Friend or Foe? was Re: Paradox--was Re: Active shields blah blah

From: Michael M. Butler (
Date: Sat Jan 13 2001 - 02:35:56 MST

We have some extant examples of persons of whom it can be said they are
smart and trustworthy. These persons might not be the same for all 6+
billion persons now living--I'd be quite surprised if they were.

Trust in other persons is sometimes (mis)placed for unexamined reasons.
An AI (I prefer lately to speak of APs, to emphasize that they ought to
be persons, and treated as such, if at all possible) which is 10 times
smarter than Marilyn vos Savant but that shares the conflicted, occluded
worldview of a modern US Presidential candidate would not be an entity
I'd pay money to have around--to put it mildly.

Even so, a Superintelligence that doesn't share cultural values with
(for instance) some Ayatollahs might have to be very smart and
diplomatic and compassionate and clever.
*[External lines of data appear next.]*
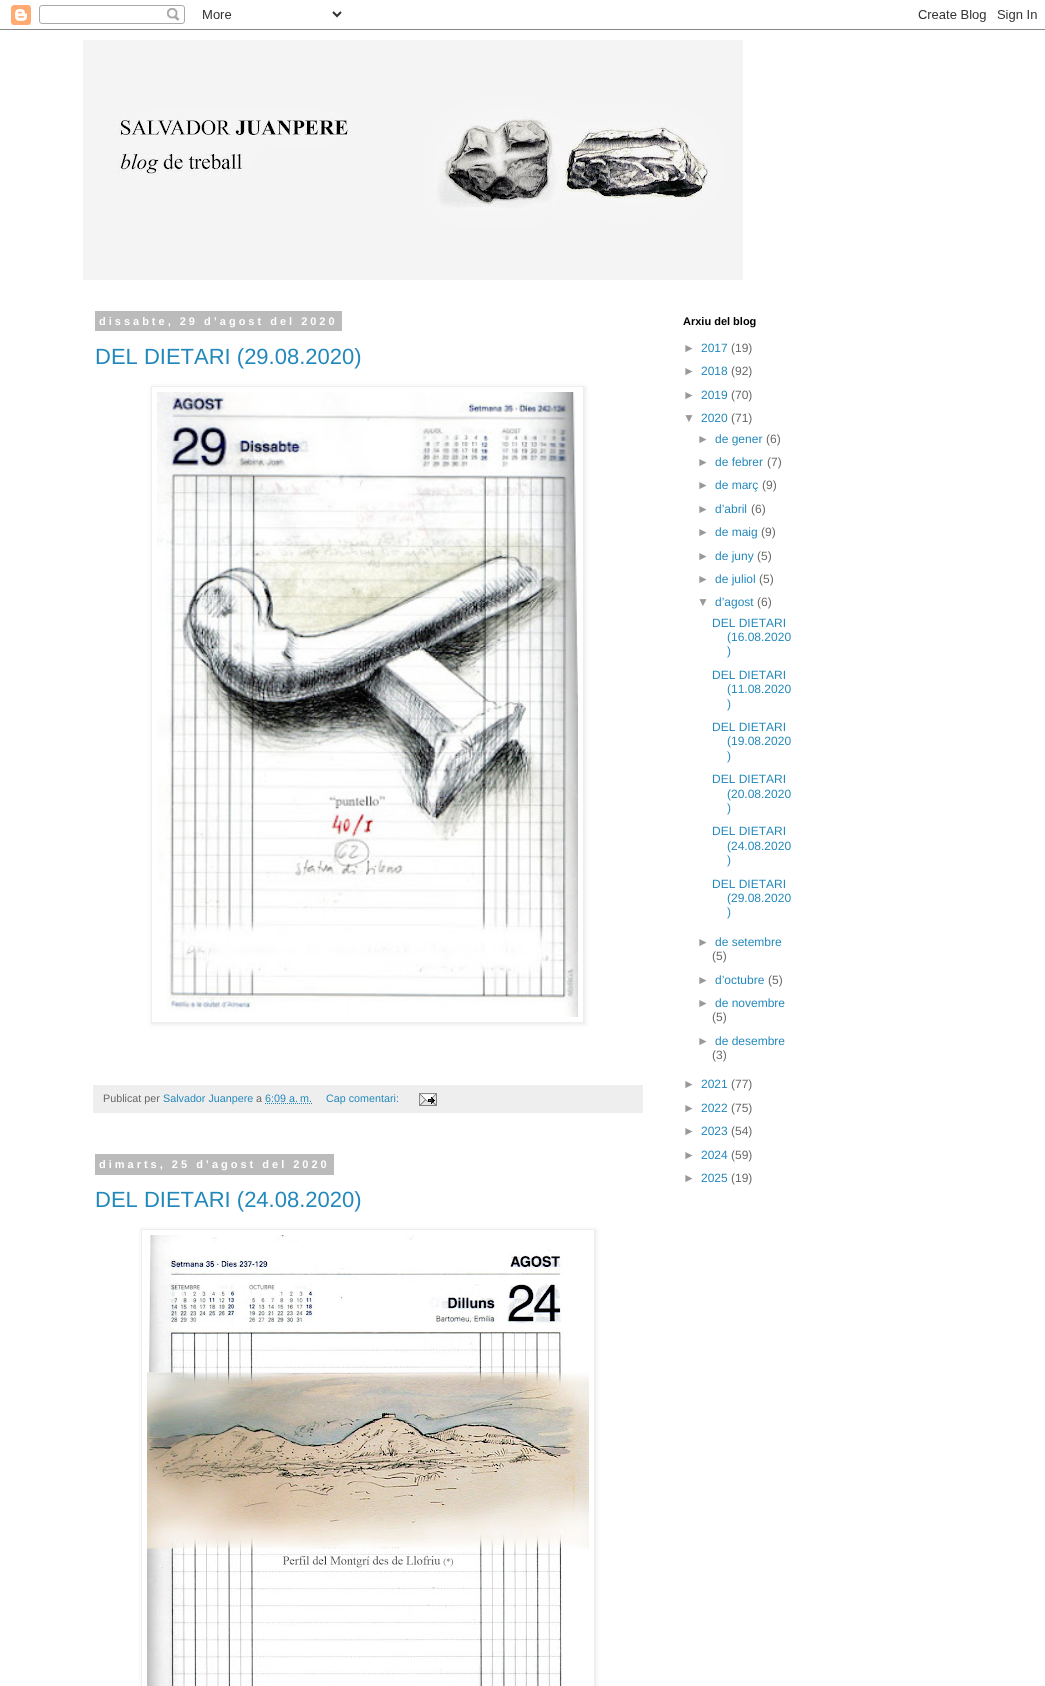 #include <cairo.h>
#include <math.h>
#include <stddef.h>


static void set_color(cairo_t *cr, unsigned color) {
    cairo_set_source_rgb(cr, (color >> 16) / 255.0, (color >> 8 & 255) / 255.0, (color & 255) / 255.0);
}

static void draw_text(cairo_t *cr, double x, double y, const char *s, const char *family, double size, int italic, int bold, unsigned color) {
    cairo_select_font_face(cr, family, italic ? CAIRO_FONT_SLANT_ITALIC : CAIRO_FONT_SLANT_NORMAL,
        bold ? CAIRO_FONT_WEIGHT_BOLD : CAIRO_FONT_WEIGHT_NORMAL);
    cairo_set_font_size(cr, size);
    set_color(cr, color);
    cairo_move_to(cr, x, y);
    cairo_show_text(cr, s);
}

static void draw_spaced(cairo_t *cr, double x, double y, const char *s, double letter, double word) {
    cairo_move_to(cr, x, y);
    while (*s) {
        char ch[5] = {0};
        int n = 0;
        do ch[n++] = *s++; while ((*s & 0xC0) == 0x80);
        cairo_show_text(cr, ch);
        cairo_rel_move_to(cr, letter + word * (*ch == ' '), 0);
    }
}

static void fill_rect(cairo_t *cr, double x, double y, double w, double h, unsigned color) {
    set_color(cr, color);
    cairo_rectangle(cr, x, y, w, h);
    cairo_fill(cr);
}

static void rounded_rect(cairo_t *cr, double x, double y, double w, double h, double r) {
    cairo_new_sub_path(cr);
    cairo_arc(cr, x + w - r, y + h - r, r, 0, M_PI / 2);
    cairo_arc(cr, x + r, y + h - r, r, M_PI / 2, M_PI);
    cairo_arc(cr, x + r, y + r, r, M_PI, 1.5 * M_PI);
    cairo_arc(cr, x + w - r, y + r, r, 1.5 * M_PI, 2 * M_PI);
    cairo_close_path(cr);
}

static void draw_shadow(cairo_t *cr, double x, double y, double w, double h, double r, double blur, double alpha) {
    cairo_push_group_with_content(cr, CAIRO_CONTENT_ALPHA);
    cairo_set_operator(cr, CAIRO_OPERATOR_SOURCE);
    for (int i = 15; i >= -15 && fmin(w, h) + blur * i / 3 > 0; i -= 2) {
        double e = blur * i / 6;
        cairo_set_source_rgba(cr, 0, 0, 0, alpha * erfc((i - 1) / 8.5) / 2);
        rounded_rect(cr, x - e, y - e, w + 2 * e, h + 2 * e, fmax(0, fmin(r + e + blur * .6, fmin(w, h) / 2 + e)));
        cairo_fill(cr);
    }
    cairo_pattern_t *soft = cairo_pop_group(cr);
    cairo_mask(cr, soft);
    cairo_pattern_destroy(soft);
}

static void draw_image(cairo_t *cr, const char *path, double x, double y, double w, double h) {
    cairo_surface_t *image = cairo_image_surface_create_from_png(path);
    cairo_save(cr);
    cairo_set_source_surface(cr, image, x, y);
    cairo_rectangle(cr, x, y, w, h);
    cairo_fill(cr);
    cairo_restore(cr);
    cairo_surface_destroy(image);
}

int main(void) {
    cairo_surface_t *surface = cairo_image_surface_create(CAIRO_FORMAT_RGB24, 1045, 1686);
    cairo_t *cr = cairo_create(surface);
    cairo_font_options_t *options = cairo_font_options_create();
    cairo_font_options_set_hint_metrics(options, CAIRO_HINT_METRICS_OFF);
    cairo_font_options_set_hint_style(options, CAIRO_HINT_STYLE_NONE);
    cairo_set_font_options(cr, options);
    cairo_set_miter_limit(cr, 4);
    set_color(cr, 0xFFFFFF);
    cairo_paint(cr);
    draw_image(cr, "assets/img1.png", 0, 5, 1045, 25);
    draw_image(cr, "assets/img2.png", 83, 40, 660, 240);
    fill_rect(cr, 95, 311, 247, 20, 0xBBBBBB);
    cairo_select_font_face(cr, "Liberation Sans", CAIRO_FONT_SLANT_NORMAL, CAIRO_FONT_WEIGHT_BOLD);
    cairo_set_font_size(cr, 11);
    set_color(cr, 0xFFFFFF);
    draw_spaced(cr, 99, 325, "dissabte, 29 d’agost del 2020", 3, 0);
    draw_text(cr, 95, 364, "DEL DIETARI (29.08.2020)", "Liberation Sans", 22, 0, 0, 0x2288BB);
    cairo_save(cr);
    cairo_set_fill_rule(cr, CAIRO_FILL_RULE_EVEN_ODD);
    cairo_new_path(cr);
    cairo_move_to(cr, 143, 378);
    cairo_line_to(cr, 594, 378);
    cairo_line_to(cr, 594, 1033);
    cairo_line_to(cr, 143, 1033);
    cairo_close_path(cr);
    cairo_move_to(cr, 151, 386);
    cairo_line_to(cr, 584, 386);
    cairo_line_to(cr, 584, 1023);
    cairo_line_to(cr, 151, 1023);
    cairo_close_path(cr);
    cairo_clip(cr);
    set_color(cr, 0x000000);
    draw_shadow(cr, 152, 387, 433, 637, 0, 2.5, 0.1);
    cairo_restore(cr);
    cairo_rectangle(cr, 151.5, 386.5, 432, 636);
    set_color(cr, 0xEEEEEE);
    cairo_set_line_width(cr, 1);
    cairo_stroke(cr);
    draw_image(cr, "assets/img3.png", 157, 392, 421, 625);
    fill_rect(cr, 93, 1085, 550, 28, 0xEEEEEE);
    draw_text(cr, 103, 1102, "Publicat per", "Liberation Sans", 10.75, 0, 0, 0x666666);
    draw_text(cr, 163, 1102, "Salvador Juanpere", "Liberation Sans", 10.75, 0, 0, 0x2288BB);
    draw_text(cr, 256, 1102, "a", "Liberation Sans", 10.75, 0, 0, 0x666666);
    cairo_new_path(cr);
    cairo_move_to(cr, 265, 1103.5);
    cairo_line_to(cr, 312.5, 1103.5);
    set_color(cr, 0x2288BB);
    cairo_set_dash(cr, (double[]){1, 1}, 2, 0);
    cairo_stroke(cr);
    draw_text(cr, 265, 1102, "6:09 a. m.", "Liberation Sans", 10.75, 0, 0, 0x2288BB);
    draw_text(cr, 326, 1102, "Cap comentari:", "Liberation Sans", 10.75, 0, 0, 0x2288BB);
    draw_image(cr, "assets/img4.png", 419, 1093, 18, 13);
    fill_rect(cr, 95, 1154, 239, 21, 0xBBBBBB);
    cairo_select_font_face(cr, "Liberation Sans", CAIRO_FONT_SLANT_NORMAL, CAIRO_FONT_WEIGHT_BOLD);
    cairo_set_font_size(cr, 11);
    set_color(cr, 0xFFFFFF);
    draw_spaced(cr, 99, 1168, "dimarts, 25 d’agost del 2020", 3, 0);
    draw_text(cr, 95, 1207, "DEL DIETARI (24.08.2020)", "Liberation Sans", 22, 0, 0, 0x2288BB);
    cairo_save(cr);
    cairo_set_fill_rule(cr, CAIRO_FILL_RULE_EVEN_ODD);
    cairo_new_path(cr);
    cairo_move_to(cr, 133, 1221);
    cairo_line_to(cr, 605, 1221);
    cairo_line_to(cr, 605, 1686);
    cairo_line_to(cr, 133, 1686);
    cairo_close_path(cr);
    cairo_move_to(cr, 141, 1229);
    cairo_line_to(cr, 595, 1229);
    cairo_line_to(cr, 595, 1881);
    cairo_line_to(cr, 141, 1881);
    cairo_close_path(cr);
    cairo_clip(cr);
    set_color(cr, 0x000000);
    draw_shadow(cr, 142, 1230, 454, 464, 0, 2.5, 0.1);
    cairo_restore(cr);
    cairo_rectangle(cr, 141.5, 1229.5, 453, 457);
    set_color(cr, 0xEEEEEE);
    cairo_set_dash(cr, NULL, 0, 0);
    cairo_stroke(cr);
    draw_image(cr, "assets/img5.png", 147, 1235, 442, 451);
    draw_text(cr, 683, 325, "Arxiu del blog", "Liberation Sans", 11, 0, 1, 0x000000);
    draw_text(cr, 683, 352, "►", "Liberation Sans", 12, 0, 0, 0x999999);
    draw_text(cr, 701, 352, "2017", "Liberation Sans", 12, 0, 0, 0x2288BB);
    draw_text(cr, 731, 352, "(19)", "Liberation Sans", 12, 0, 0, 0x666666);
    draw_text(cr, 683, 375, "►", "Liberation Sans", 12, 0, 0, 0x999999);
    draw_text(cr, 701, 375, "2018", "Liberation Sans", 12, 0, 0, 0x2288BB);
    draw_text(cr, 731, 375, "(92)", "Liberation Sans", 12, 0, 0, 0x666666);
    draw_text(cr, 683, 399, "►", "Liberation Sans", 12, 0, 0, 0x999999);
    draw_text(cr, 701, 399, "2019", "Liberation Sans", 12, 0, 0, 0x2288BB);
    draw_text(cr, 731, 399, "(70)", "Liberation Sans", 12, 0, 0, 0x666666);
    draw_text(cr, 683, 422, "▼", "Liberation Sans", 12, 0, 0, 0x999999);
    draw_text(cr, 701, 422, "2020", "Liberation Sans", 12, 0, 0, 0x2288BB);
    draw_text(cr, 731, 422, "(71)", "Liberation Sans", 12, 0, 0, 0x666666);
    draw_text(cr, 697, 443, "►", "Liberation Sans", 12, 0, 0, 0x999999);
    draw_text(cr, 715, 443, "de gener", "Liberation Sans", 12, 0, 0, 0x2288BB);
    draw_text(cr, 766, 443, "(6)", "Liberation Sans", 12, 0, 0, 0x666666);
    draw_text(cr, 697, 466, "►", "Liberation Sans", 12, 0, 0, 0x999999);
    draw_text(cr, 715, 466, "de febrer", "Liberation Sans", 12, 0, 0, 0x2288BB);
    draw_text(cr, 767, 466, "(7)", "Liberation Sans", 12, 0, 0, 0x666666);
    draw_text(cr, 697, 489, "►", "Liberation Sans", 12, 0, 0, 0x999999);
    draw_text(cr, 715, 489, "de març", "Liberation Sans", 12, 0, 0, 0x2288BB);
    draw_text(cr, 762, 489, "(9)", "Liberation Sans", 12, 0, 0, 0x666666);
    draw_text(cr, 697, 513, "►", "Liberation Sans", 12, 0, 0, 0x999999);
    draw_text(cr, 715, 513, "d’abril", "Liberation Sans", 12, 0, 0, 0x2288BB);
    draw_text(cr, 751, 513, "(6)", "Liberation Sans", 12, 0, 0, 0x666666);
    draw_text(cr, 697, 536, "►", "Liberation Sans", 12, 0, 0, 0x999999);
    draw_text(cr, 715, 536, "de maig", "Liberation Sans", 12, 0, 0, 0x2288BB);
    draw_text(cr, 761, 536, "(9)", "Liberation Sans", 12, 0, 0, 0x666666);
    draw_text(cr, 697, 560, "►", "Liberation Sans", 12, 0, 0, 0x999999);
    draw_text(cr, 715, 560, "de juny", "Liberation Sans", 12, 0, 0, 0x2288BB);
    draw_text(cr, 757, 560, "(5)", "Liberation Sans", 12, 0, 0, 0x666666);
    draw_text(cr, 697, 583, "►", "Liberation Sans", 12, 0, 0, 0x999999);
    draw_text(cr, 715, 583, "de juliol", "Liberation Sans", 12, 0, 0, 0x2288BB);
    draw_text(cr, 759, 583, "(5)", "Liberation Sans", 12, 0, 0, 0x666666);
    draw_text(cr, 697, 606, "▼", "Liberation Sans", 12, 0, 0, 0x999999);
    draw_text(cr, 715, 606, "d’agost", "Liberation Sans", 12, 0, 0, 0x2288BB);
    draw_text(cr, 757, 606, "(6)", "Liberation Sans", 12, 0, 0, 0x666666);
    draw_text(cr, 712, 627, "DEL DIETARI", "Liberation Sans", 12, 0, 0, 0x2288BB);
    draw_text(cr, 727, 641, "(16.08.2020", "Liberation Sans", 12, 0, 0, 0x2288BB);
    draw_text(cr, 727, 655, ")", "Liberation Sans", 12, 0, 0, 0x2288BB);
    draw_text(cr, 712, 679, "DEL DIETARI", "Liberation Sans", 12, 0, 0, 0x2288BB);
    draw_text(cr, 727, 693, "(11.08.2020", "Liberation Sans", 12, 0, 0, 0x2288BB);
    draw_text(cr, 727, 708, ")", "Liberation Sans", 12, 0, 0, 0x2288BB);
    draw_text(cr, 712, 731, "DEL DIETARI", "Liberation Sans", 12, 0, 0, 0x2288BB);
    draw_text(cr, 727, 745, "(19.08.2020", "Liberation Sans", 12, 0, 0, 0x2288BB);
    draw_text(cr, 727, 760, ")", "Liberation Sans", 12, 0, 0, 0x2288BB);
    draw_text(cr, 712, 783, "DEL DIETARI", "Liberation Sans", 12, 0, 0, 0x2288BB);
    draw_text(cr, 727, 798, "(20.08.2020", "Liberation Sans", 12, 0, 0, 0x2288BB);
    draw_text(cr, 727, 812, ")", "Liberation Sans", 12, 0, 0, 0x2288BB);
    draw_text(cr, 712, 835, "DEL DIETARI", "Liberation Sans", 12, 0, 0, 0x2288BB);
    draw_text(cr, 727, 850, "(24.08.2020", "Liberation Sans", 12, 0, 0, 0x2288BB);
    draw_text(cr, 727, 864, ")", "Liberation Sans", 12, 0, 0, 0x2288BB);
    draw_text(cr, 712, 888, "DEL DIETARI", "Liberation Sans", 12, 0, 0, 0x2288BB);
    draw_text(cr, 727, 902, "(29.08.2020", "Liberation Sans", 12, 0, 0, 0x2288BB);
    draw_text(cr, 727, 916, ")", "Liberation Sans", 12, 0, 0, 0x2288BB);
    draw_text(cr, 697, 946, "►", "Liberation Sans", 12, 0, 0, 0x999999);
    draw_text(cr, 715, 946, "de setembre", "Liberation Sans", 12, 0, 0, 0x2288BB);
    draw_text(cr, 712, 960, "(5)", "Liberation Sans", 12, 0, 0, 0x666666);
    draw_text(cr, 697, 984, "►", "Liberation Sans", 12, 0, 0, 0x999999);
    draw_text(cr, 715, 984, "d’octubre", "Liberation Sans", 12, 0, 0, 0x2288BB);
    draw_text(cr, 768, 984, "(5)", "Liberation Sans", 12, 0, 0, 0x666666);
    draw_text(cr, 697, 1007, "►", "Liberation Sans", 12, 0, 0, 0x999999);
    draw_text(cr, 715, 1007, "de novembre", "Liberation Sans", 12, 0, 0, 0x2288BB);
    draw_text(cr, 712, 1021, "(5)", "Liberation Sans", 12, 0, 0, 0x666666);
    draw_text(cr, 697, 1045, "►", "Liberation Sans", 12, 0, 0, 0x999999);
    draw_text(cr, 715, 1045, "de desembre", "Liberation Sans", 12, 0, 0, 0x2288BB);
    draw_text(cr, 712, 1059, "(3)", "Liberation Sans", 12, 0, 0, 0x666666);
    draw_text(cr, 683, 1088, "►", "Liberation Sans", 12, 0, 0, 0x999999);
    draw_text(cr, 701, 1088, "2021", "Liberation Sans", 12, 0, 0, 0x2288BB);
    draw_text(cr, 731, 1088, "(77)", "Liberation Sans", 12, 0, 0, 0x666666);
    draw_text(cr, 683, 1112, "►", "Liberation Sans", 12, 0, 0, 0x999999);
    draw_text(cr, 701, 1112, "2022", "Liberation Sans", 12, 0, 0, 0x2288BB);
    draw_text(cr, 731, 1112, "(75)", "Liberation Sans", 12, 0, 0, 0x666666);
    draw_text(cr, 683, 1135, "►", "Liberation Sans", 12, 0, 0, 0x999999);
    draw_text(cr, 701, 1135, "2023", "Liberation Sans", 12, 0, 0, 0x2288BB);
    draw_text(cr, 731, 1135, "(54)", "Liberation Sans", 12, 0, 0, 0x666666);
    draw_text(cr, 683, 1159, "►", "Liberation Sans", 12, 0, 0, 0x999999);
    draw_text(cr, 701, 1159, "2024", "Liberation Sans", 12, 0, 0, 0x2288BB);
    draw_text(cr, 731, 1159, "(59)", "Liberation Sans", 12, 0, 0, 0x666666);
    draw_text(cr, 683, 1182, "►", "Liberation Sans", 12, 0, 0, 0x999999);
    draw_text(cr, 701, 1182, "2025", "Liberation Sans", 12, 0, 0, 0x2288BB);
    draw_text(cr, 731, 1182, "(19)", "Liberation Sans", 12, 0, 0, 0x666666);
    cairo_surface_write_to_png(surface, "output.png");
    cairo_font_options_destroy(options);
    cairo_destroy(cr);
    cairo_surface_destroy(surface);
    return 0;
}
Perhaps it could be.

Would it still be Friendly if it didn't believe that everyone should be
a Muslim and subject to Muslim law? Would you think so if you were an
Ayatollah? Would you be right?

Another big Q.: can we (or "can Eliezer") build an AI (I prefer to call
it an AP) that is capable of self-improvement that can't/won't edit out
Friendliness as some sort of "dead code optimization"?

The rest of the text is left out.